** Instructions to follow **
Your reply should hold only the lines from the records below where "compass" occurs.

Stored data
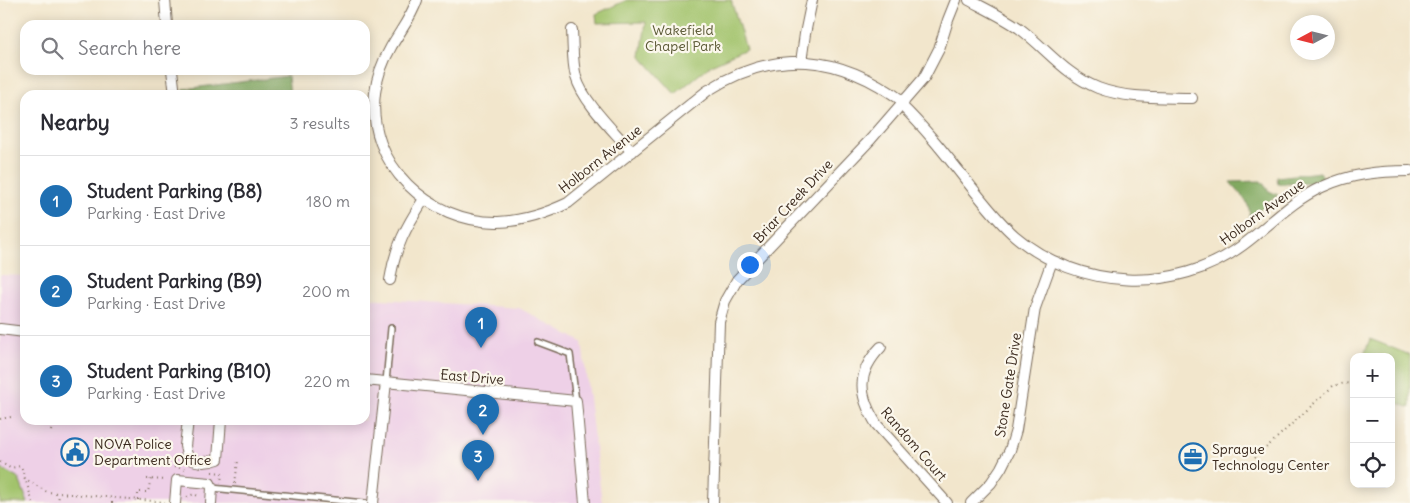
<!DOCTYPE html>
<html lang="en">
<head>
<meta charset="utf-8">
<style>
  body { margin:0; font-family:Delius,sans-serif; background:#f7f7f7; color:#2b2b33 }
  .controls { position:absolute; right:15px; bottom:15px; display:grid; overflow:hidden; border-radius:10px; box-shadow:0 2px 12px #0003 }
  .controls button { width:45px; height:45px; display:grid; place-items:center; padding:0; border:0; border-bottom:1px solid #e1e1e2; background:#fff; color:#2b2b33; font:25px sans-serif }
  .compass { position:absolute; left:1290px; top:15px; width:45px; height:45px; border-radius:50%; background:#fff; box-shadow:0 2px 12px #0003; rotate:263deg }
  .you { position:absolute; left:749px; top:264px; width:18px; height:18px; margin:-12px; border:4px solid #fff; border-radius:50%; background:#1a73e8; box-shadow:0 0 0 8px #1a73e833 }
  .badge { display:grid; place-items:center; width:32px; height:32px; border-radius:50%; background:#1f6fb2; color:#fff; font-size:16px; font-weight:700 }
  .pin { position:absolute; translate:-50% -41px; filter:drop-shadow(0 1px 2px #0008) }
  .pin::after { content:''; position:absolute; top:26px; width:18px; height:15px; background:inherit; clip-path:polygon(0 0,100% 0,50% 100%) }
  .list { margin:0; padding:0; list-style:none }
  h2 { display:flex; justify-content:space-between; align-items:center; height:65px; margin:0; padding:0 20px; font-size:21px }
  h2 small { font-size:16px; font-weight:400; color:#7c7c81 }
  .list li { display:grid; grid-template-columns:32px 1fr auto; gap:15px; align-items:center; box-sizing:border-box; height:90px; padding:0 20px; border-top:1px solid #e1e1e2 }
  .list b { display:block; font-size:19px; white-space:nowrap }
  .list p { margin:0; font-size:16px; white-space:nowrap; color:#7c7c81 }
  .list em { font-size:16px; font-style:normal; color:#7c7c81 }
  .icon { flex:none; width:28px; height:28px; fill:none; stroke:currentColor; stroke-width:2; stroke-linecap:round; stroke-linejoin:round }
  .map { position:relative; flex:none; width:1410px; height:503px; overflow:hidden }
  .search { position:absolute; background:#fff; box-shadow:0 2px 12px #0003; left:20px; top:20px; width:350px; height:55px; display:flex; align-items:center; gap:12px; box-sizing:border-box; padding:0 18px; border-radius:15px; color:#7c7c81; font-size:19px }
  .panel { position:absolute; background:#fff; box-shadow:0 2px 12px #0003; left:20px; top:90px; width:350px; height:335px; border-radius:15px }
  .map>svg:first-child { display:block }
  .built { fill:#eed0e7 }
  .green { fill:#a2c36c; stroke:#6e7645 }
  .forest { fill:#81a960; stroke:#5e6a3f }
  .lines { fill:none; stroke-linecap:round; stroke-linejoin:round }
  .lane-casing { stroke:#7b6c5b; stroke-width:8 }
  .street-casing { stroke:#7b6c5b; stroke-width:12 }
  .path { stroke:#7b6c5b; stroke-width:2; stroke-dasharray:1 4; stroke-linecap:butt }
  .lane { stroke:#fff; stroke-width:5 }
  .street { stroke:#fff; stroke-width:10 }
  .labels { text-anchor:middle; stroke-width:4.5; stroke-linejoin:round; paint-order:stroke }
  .park-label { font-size:14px; fill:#5a5835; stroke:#fbf7ec }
  .street-label { font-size:14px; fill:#3b2a1e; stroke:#fbf7ec }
  .poi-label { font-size:14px; fill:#3b2a1e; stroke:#fbf7ec; text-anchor:start }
</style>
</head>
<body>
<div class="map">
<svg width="1410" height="503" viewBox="0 0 1410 503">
  <rect width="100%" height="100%" fill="#fbf7ec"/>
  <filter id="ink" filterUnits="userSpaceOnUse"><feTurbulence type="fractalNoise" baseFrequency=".02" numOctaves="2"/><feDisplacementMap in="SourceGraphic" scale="10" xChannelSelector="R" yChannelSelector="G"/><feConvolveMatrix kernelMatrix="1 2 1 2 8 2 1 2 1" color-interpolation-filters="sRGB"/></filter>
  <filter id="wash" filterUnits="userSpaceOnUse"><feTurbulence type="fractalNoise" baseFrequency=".0096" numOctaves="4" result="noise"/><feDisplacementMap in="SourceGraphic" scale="20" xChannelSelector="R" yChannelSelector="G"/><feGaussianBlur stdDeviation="1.12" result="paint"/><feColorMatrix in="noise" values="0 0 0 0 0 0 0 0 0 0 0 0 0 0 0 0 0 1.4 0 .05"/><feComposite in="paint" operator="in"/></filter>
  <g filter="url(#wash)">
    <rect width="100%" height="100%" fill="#f2e6cc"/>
    <!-- built -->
    <path class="built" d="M0,275L25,276V420H365V298L519,308L582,342L602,503H0Z"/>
    <!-- green -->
    <path class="green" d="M627,0H731L746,49L711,65L675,94L641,56L646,22L597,23L596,14Z
      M1370,339L1410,355V408L1391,400V357H1363Z
      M0,468L19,479L28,503H0Z"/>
    <!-- forest -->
    <path class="forest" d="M288,76L290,95H184V89Z
      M1320,172L1326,183L1278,184L1277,177Z
      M1261,181L1269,191L1278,195L1247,220C1256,207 1238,192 1230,182Z"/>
  </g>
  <g filter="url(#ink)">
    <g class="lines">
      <!-- lane casing -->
      <g class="lane-casing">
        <path id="lane" d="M538,342L570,354L576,401
          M386,382L391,328
          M212,488L365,503"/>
      </g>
      <!-- street casing -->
      <g class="street-casing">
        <path id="street" d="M165,0L167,25
          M417,0C411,18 400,31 391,47C383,61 377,76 375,93C366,164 430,223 498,222C524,221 545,214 568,203L707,91C776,47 839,54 904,102
          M969,0C986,9 1003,17 1019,28C1046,48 1065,75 1098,88C1127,99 1161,97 1192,98
          M572,30C573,45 572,62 576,77C583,102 615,132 632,152
          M801,62L805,34L812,0
          M172,70L175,95
          M901,105C929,132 953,164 977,194C989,209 1001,224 1015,236C1078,290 1176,295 1243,245C1270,225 1291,201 1322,187C1350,174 1379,171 1410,171
          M390,280C395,247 406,227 424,199
          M0,329L25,332
          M881,347C856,373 858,395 877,425L947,503
          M365,380L576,401L585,503
          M188,420L185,446L187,455C193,464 208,463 218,459L221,420
          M175,503L177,480L210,483L212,488L211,503
          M373,503L386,382
          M713,503L719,322L725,301L737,280L871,139L924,78L939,49L948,20L956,0
          M971,503L991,483L1001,468L1010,450L1016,430L1035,308L1052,261"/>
      </g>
      <!-- path -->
      <path class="path" d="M0,419L11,417
        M51,431L53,420
        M1255,458L1333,386L1345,383L1354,385
        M0,462L10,468L21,466L33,503
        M175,466L176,456
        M174,467L187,469
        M212,472L222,473L221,483
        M24,478L47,492L165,502
        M147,479L166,480
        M235,483L238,461
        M187,497L194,494L200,497
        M138,500V492H148L151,478
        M58,503L59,494
        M112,503V498"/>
      <!-- lane -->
      <use href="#lane" class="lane"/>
      <!-- street -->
      <use href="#street" class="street"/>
    </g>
  </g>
  <!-- icons -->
  <defs>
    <g id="civic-ring" transform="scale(1.4375)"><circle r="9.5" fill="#fbf7ec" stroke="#1f6fb2" stroke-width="1.5"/><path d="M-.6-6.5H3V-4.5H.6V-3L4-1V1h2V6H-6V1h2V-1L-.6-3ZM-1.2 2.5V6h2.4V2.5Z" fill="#1f6fb2"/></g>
    <g id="office-ring" transform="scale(1.4375)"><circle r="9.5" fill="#fbf7ec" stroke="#1f6fb2" stroke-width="1.5"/><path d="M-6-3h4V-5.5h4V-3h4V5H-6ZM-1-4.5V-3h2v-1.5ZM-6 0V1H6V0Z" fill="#1f6fb2"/></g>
  </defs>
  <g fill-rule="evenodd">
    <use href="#civic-ring" x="75" y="452"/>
    <use href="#office-ring" x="1193" y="457"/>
  </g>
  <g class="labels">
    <!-- park labels -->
    <g class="park-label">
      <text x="683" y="35">Wakefield<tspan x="683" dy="16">Chapel Park</tspan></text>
    </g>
    <!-- street labels -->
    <g class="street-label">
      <text transform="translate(600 159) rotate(-38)" y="5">Holborn Avenue</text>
      <text transform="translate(793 201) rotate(-47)" y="5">Briar Creek Drive</text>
      <text transform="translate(1262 212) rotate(-36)" y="5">Holborn Avenue</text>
      <text transform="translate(472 377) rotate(5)" y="5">East Drive</text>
      <text transform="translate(1008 385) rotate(-81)" y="5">Stone Gate Drive</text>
      <text transform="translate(914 444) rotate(49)" y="5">Random Court</text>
    </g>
    <!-- poi labels -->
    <g class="poi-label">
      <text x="94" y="449">NOVA Police<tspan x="94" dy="16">Department Office</tspan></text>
      <text x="1212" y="454">Sprague<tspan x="1212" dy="16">Technology Center</tspan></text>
    </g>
  </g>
</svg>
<div class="controls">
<button>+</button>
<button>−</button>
<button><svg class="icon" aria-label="locate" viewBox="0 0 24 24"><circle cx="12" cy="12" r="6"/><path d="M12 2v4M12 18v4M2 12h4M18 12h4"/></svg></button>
</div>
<svg class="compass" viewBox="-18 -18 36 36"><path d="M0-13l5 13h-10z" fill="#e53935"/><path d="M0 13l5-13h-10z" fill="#7c7c81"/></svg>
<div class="you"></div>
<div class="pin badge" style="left:481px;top:348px">1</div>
<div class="pin badge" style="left:483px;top:435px">2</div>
<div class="pin badge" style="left:478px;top:481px">3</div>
<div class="search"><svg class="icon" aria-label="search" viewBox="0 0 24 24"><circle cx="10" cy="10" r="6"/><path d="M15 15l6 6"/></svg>Search here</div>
<section class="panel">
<h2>Nearby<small>3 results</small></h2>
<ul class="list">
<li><span class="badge">1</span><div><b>Student Parking (B8)</b><p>Parking · East Drive</p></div><em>180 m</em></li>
<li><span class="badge">2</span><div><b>Student Parking (B9)</b><p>Parking · East Drive</p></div><em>200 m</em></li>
<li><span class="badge">3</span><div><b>Student Parking (B10)</b><p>Parking · East Drive</p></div><em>220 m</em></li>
</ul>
</section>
</div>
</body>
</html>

** The answer **
  .compass { position:absolute; left:1290px; top:15px; width:45px; height:45px; border-radius:50%; background:#fff; box-shadow:0 2px 12px #0003; rotate:263deg }
<svg class="compass" viewBox="-18 -18 36 36"><path d="M0-13l5 13h-10z" fill="#e53935"/><path d="M0 13l5-13h-10z" fill="#7c7c81"/></svg>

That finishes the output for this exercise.